MATERIALS PROVIDED:
════════

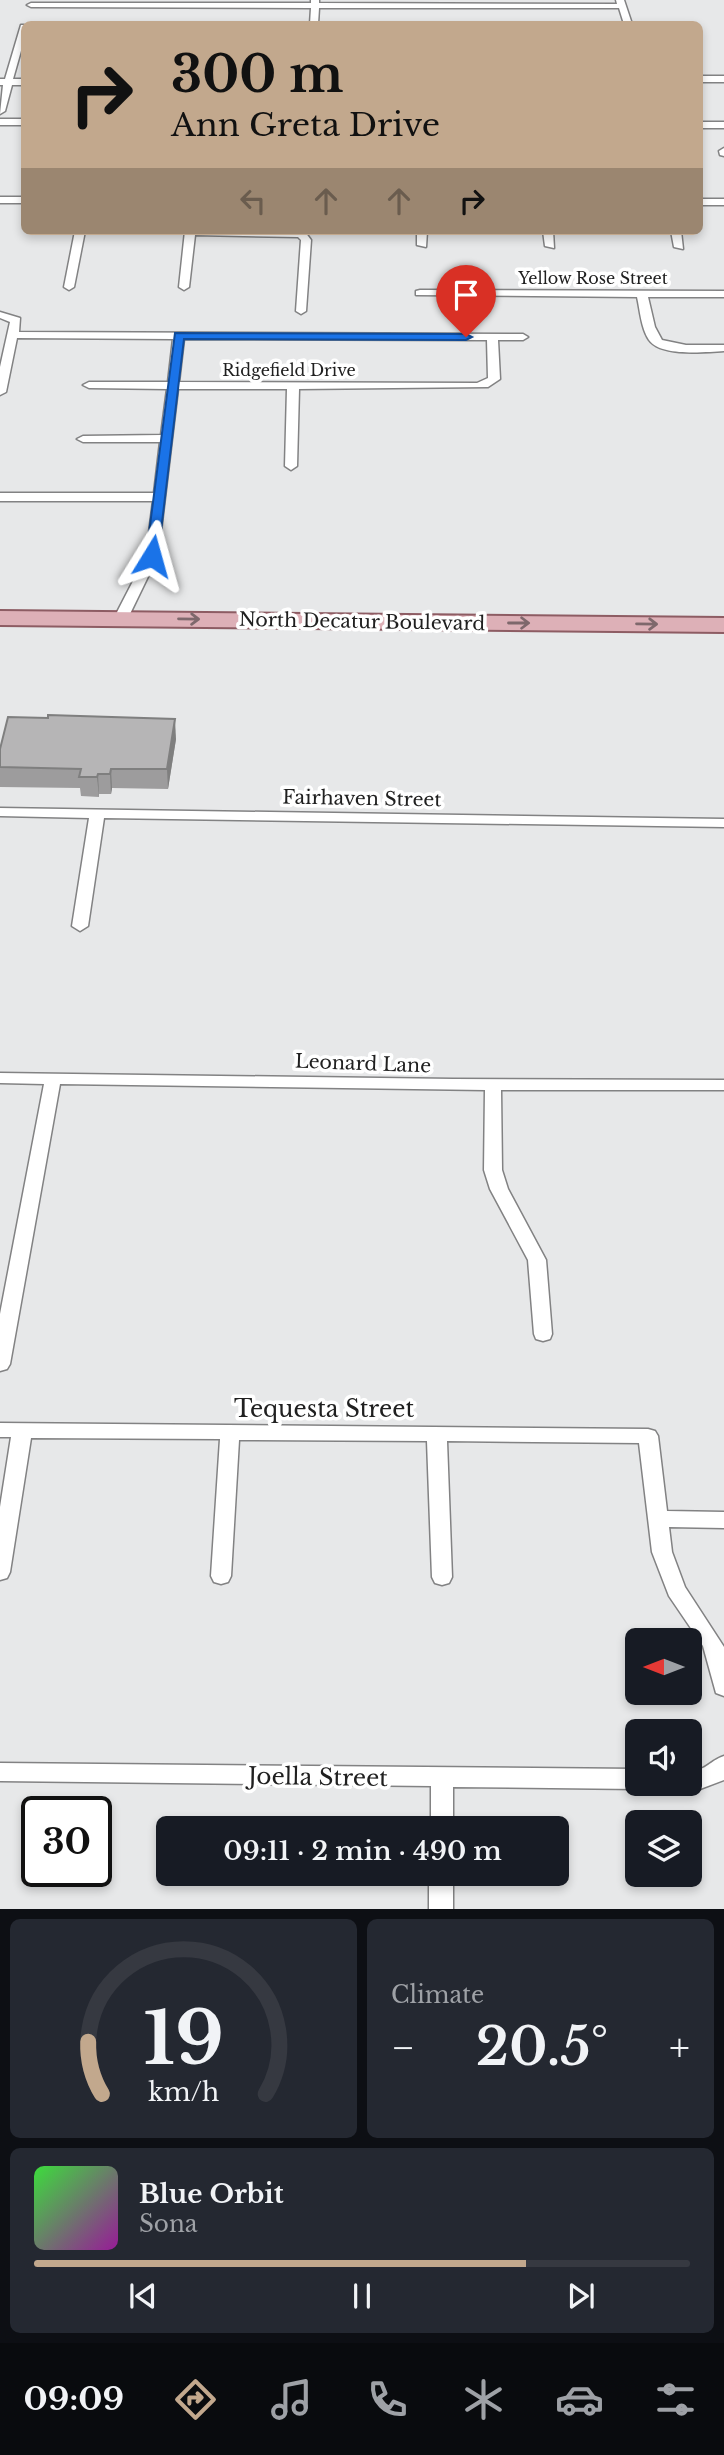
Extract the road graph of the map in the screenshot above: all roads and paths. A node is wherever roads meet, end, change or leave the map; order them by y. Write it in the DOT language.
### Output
graph roads {
  1 [pos="31,2"];
  2 [pos="315,3"];
  3 [pos="621,3"];
  4 [pos="26,21"];
  5 [pos="314,21"];
  6 [pos="627,21"];
  7 [pos="21,43"];
  8 [pos="703,79"];
  9 [pos="724,79"];
  10 [pos="4,82"];
  11 [pos="0,111"];
  12 [pos="0,122"];
  13 [pos="21,122"];
  14 [pos="703,125"];
  15 [pos="722,125"];
  16 [pos="724,136"];
  17 [pos="0,200"];
  18 [pos="21,200"];
  19 [pos="703,202"];
  20 [pos="724,202"];
  21 [pos="79,235"];
  22 [pos="189,235"];
  23 [pos="302,235"];
  24 [pos="422,235"];
  25 [pos="549,235"];
  26 [pos="677,235"];
  27 [pos="422,245"];
  28 [pos="550,246"];
  29 [pos="680,247"];
  30 [pos="69,287"];
  31 [pos="184,287"];
  32 [pos="420,293"];
  33 [pos="642,294"];
  34 [pos="724,294"];
  35 [pos="301,311"];
  36 [pos="0,315"];
  37 [pos="14,335"];
  38 [pos="179,336"];
  39 [pos="492,337"];
  40 [pos="523,337"];
  41 [pos="724,348"];
  42 [pos="3,365"];
  43 [pos="89,385"];
  44 [pos="174,385"];
  45 [pos="293,385"];
  46 [pos="0,392"];
  47 [pos="168,438"];
  48 [pos="83,439"];
  49 [pos="291,466"];
  50 [pos="0,497"];
  51 [pos="160,497"];
  52 [pos="0,603"];
  53 [pos="724,608"];
  54 [pos="125,611"];
  55 [pos="688,616"];
  56 [pos="0,618"];
  57 [pos="724,625"];
  58 [pos="0,812"];
  59 [pos="97,814"];
  60 [pos="724,823"];
  61 [pos="80,926"];
  62 [pos="0,1078"];
  63 [pos="53,1079"];
  64 [pos="724,1085"];
  65 [pos="493,1087"];
  66 [pos="542,1334"];
  67 [pos="0,1364"];
  68 [pos="0,1430"];
  69 [pos="22,1430"];
  70 [pos="230,1433"];
  71 [pos="437,1434"];
  72 [pos="658,1519"];
  73 [pos="724,1520"];
  74 [pos="1,1572"];
  75 [pos="221,1576"];
  76 [pos="442,1577"];
  77 [pos="724,1687"];
  78 [pos="721,1768"];
  79 [pos="0,1772"];
  80 [pos="442,1779"];
  81 [pos="625,1779"];
  82 [pos="702,1780"];
  83 [pos="442,1816"];
  84 [pos="441,1886"];
  85 [pos="441,1909"];
  1 -- 2 [label="street"];
  1 -- 4 [label="street"];
  2 -- 3 [label="street"];
  2 -- 5 [label="street"];
  3 -- 6 [label="street"];
  7 -- 10 [label="street"];
  8 -- 9 [label="street"];
  10 -- 11 [label="street"];
  12 -- 13 [label="street"];
  14 -- 15 [label="street"];
  15 -- 16 [label="street"];
  17 -- 18 [label="street"];
  19 -- 20 [label="street"];
  21 -- 30 [label="street"];
  22 -- 31 [label="street"];
  23 -- 35 [label="street"];
  24 -- 27 [label="street"];
  25 -- 28 [label="street"];
  26 -- 29 [label="street"];
  32 -- 33 [label="street, Yellow Rose Street"];
  33 -- 34 [label="street, Yellow Rose Street"];
  33 -- 41 [label="street"];
  36 -- 37 [label="street"];
  37 -- 38 [label="street"];
  37 -- 42 [label="street"];
  38 -- 39 [label="street"];
  38 -- 44 [label="street"];
  39 -- 40 [label="street"];
  39 -- 45 [label="street, Ridgefield Drive"];
  42 -- 46 [label="street"];
  43 -- 44 [label="street, Ridgefield Drive"];
  44 -- 45 [label="street, Ridgefield Drive"];
  44 -- 47 [label="street"];
  45 -- 49 [label="street"];
  47 -- 48 [label="street"];
  47 -- 51 [label="street"];
  50 -- 51 [label="street"];
  51 -- 54 [label="street"];
  52 -- 54 [label="main road, North Decatur Boulevard"];
  53 -- 55 [label="main road, North Decatur Boulevard"];
  54 -- 55 [label="main road, North Decatur Boulevard"];
  54 -- 56 [label="main road, North Decatur Boulevard"];
  55 -- 57 [label="main road, North Decatur Boulevard"];
  58 -- 59 [label="street, Fairhaven Street"];
  59 -- 60 [label="street, Fairhaven Street"];
  59 -- 61 [label="street"];
  62 -- 63 [label="street, Leonard Lane"];
  63 -- 65 [label="street, Leonard Lane"];
  63 -- 67 [label="street"];
  64 -- 65 [label="street, Leonard Lane"];
  65 -- 66 [label="street"];
  68 -- 69 [label="street, Tequesta Street"];
  69 -- 70 [label="street, Tequesta Street"];
  69 -- 74 [label="street"];
  70 -- 71 [label="street, Tequesta Street"];
  70 -- 75 [label="street"];
  71 -- 72 [label="street, Tequesta Street"];
  71 -- 76 [label="street"];
  72 -- 73 [label="street"];
  72 -- 77 [label="street"];
  78 -- 82 [label="street"];
  79 -- 80 [label="street, Joella Street"];
  80 -- 81 [label="street, Joella Street"];
  80 -- 83 [label="street"];
  84 -- 85 [label="street"];
}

════════

TASK INSTRUCTIONS: The data must be reproduced exactly, and no picture may appear in the copy.

FINAL ANSWER:
Extract the road graph of the map in the screenshot above: all roads and paths. A node is wherever roads meet, end, change or leave the map; order them by y. Write it in the DOT language.
### Output
graph roads {
  1 [pos="31,2"];
  2 [pos="315,3"];
  3 [pos="621,3"];
  4 [pos="26,21"];
  5 [pos="314,21"];
  6 [pos="627,21"];
  7 [pos="21,43"];
  8 [pos="703,79"];
  9 [pos="724,79"];
  10 [pos="4,82"];
  11 [pos="0,111"];
  12 [pos="0,122"];
  13 [pos="21,122"];
  14 [pos="703,125"];
  15 [pos="722,125"];
  16 [pos="724,136"];
  17 [pos="0,200"];
  18 [pos="21,200"];
  19 [pos="703,202"];
  20 [pos="724,202"];
  21 [pos="79,235"];
  22 [pos="189,235"];
  23 [pos="302,235"];
  24 [pos="422,235"];
  25 [pos="549,235"];
  26 [pos="677,235"];
  27 [pos="422,245"];
  28 [pos="550,246"];
  29 [pos="680,247"];
  30 [pos="69,287"];
  31 [pos="184,287"];
  32 [pos="420,293"];
  33 [pos="642,294"];
  34 [pos="724,294"];
  35 [pos="301,311"];
  36 [pos="0,315"];
  37 [pos="14,335"];
  38 [pos="179,336"];
  39 [pos="492,337"];
  40 [pos="523,337"];
  41 [pos="724,348"];
  42 [pos="3,365"];
  43 [pos="89,385"];
  44 [pos="174,385"];
  45 [pos="293,385"];
  46 [pos="0,392"];
  47 [pos="168,438"];
  48 [pos="83,439"];
  49 [pos="291,466"];
  50 [pos="0,497"];
  51 [pos="160,497"];
  52 [pos="0,603"];
  53 [pos="724,608"];
  54 [pos="125,611"];
  55 [pos="688,616"];
  56 [pos="0,618"];
  57 [pos="724,625"];
  58 [pos="0,812"];
  59 [pos="97,814"];
  60 [pos="724,823"];
  61 [pos="80,926"];
  62 [pos="0,1078"];
  63 [pos="53,1079"];
  64 [pos="724,1085"];
  65 [pos="493,1087"];
  66 [pos="542,1334"];
  67 [pos="0,1364"];
  68 [pos="0,1430"];
  69 [pos="22,1430"];
  70 [pos="230,1433"];
  71 [pos="437,1434"];
  72 [pos="658,1519"];
  73 [pos="724,1520"];
  74 [pos="1,1572"];
  75 [pos="221,1576"];
  76 [pos="442,1577"];
  77 [pos="724,1687"];
  78 [pos="721,1768"];
  79 [pos="0,1772"];
  80 [pos="442,1779"];
  81 [pos="625,1779"];
  82 [pos="702,1780"];
  83 [pos="442,1816"];
  84 [pos="441,1886"];
  85 [pos="441,1909"];
  1 -- 2 [label="street"];
  1 -- 4 [label="street"];
  2 -- 3 [label="street"];
  2 -- 5 [label="street"];
  3 -- 6 [label="street"];
  7 -- 10 [label="street"];
  8 -- 9 [label="street"];
  10 -- 11 [label="street"];
  12 -- 13 [label="street"];
  14 -- 15 [label="street"];
  15 -- 16 [label="street"];
  17 -- 18 [label="street"];
  19 -- 20 [label="street"];
  21 -- 30 [label="street"];
  22 -- 31 [label="street"];
  23 -- 35 [label="street"];
  24 -- 27 [label="street"];
  25 -- 28 [label="street"];
  26 -- 29 [label="street"];
  32 -- 33 [label="street, Yellow Rose Street"];
  33 -- 34 [label="street, Yellow Rose Street"];
  33 -- 41 [label="street"];
  36 -- 37 [label="street"];
  37 -- 38 [label="street"];
  37 -- 42 [label="street"];
  38 -- 39 [label="street"];
  38 -- 44 [label="street"];
  39 -- 40 [label="street"];
  39 -- 45 [label="street, Ridgefield Drive"];
  42 -- 46 [label="street"];
  43 -- 44 [label="street, Ridgefield Drive"];
  44 -- 45 [label="street, Ridgefield Drive"];
  44 -- 47 [label="street"];
  45 -- 49 [label="street"];
  47 -- 48 [label="street"];
  47 -- 51 [label="street"];
  50 -- 51 [label="street"];
  51 -- 54 [label="street"];
  52 -- 54 [label="main road, North Decatur Boulevard"];
  53 -- 55 [label="main road, North Decatur Boulevard"];
  54 -- 55 [label="main road, North Decatur Boulevard"];
  54 -- 56 [label="main road, North Decatur Boulevard"];
  55 -- 57 [label="main road, North Decatur Boulevard"];
  58 -- 59 [label="street, Fairhaven Street"];
  59 -- 60 [label="street, Fairhaven Street"];
  59 -- 61 [label="street"];
  62 -- 63 [label="street, Leonard Lane"];
  63 -- 65 [label="street, Leonard Lane"];
  63 -- 67 [label="street"];
  64 -- 65 [label="street, Leonard Lane"];
  65 -- 66 [label="street"];
  68 -- 69 [label="street, Tequesta Street"];
  69 -- 70 [label="street, Tequesta Street"];
  69 -- 74 [label="street"];
  70 -- 71 [label="street, Tequesta Street"];
  70 -- 75 [label="street"];
  71 -- 72 [label="street, Tequesta Street"];
  71 -- 76 [label="street"];
  72 -- 73 [label="street"];
  72 -- 77 [label="street"];
  78 -- 82 [label="street"];
  79 -- 80 [label="street, Joella Street"];
  80 -- 81 [label="street, Joella Street"];
  80 -- 83 [label="street"];
  84 -- 85 [label="street"];
}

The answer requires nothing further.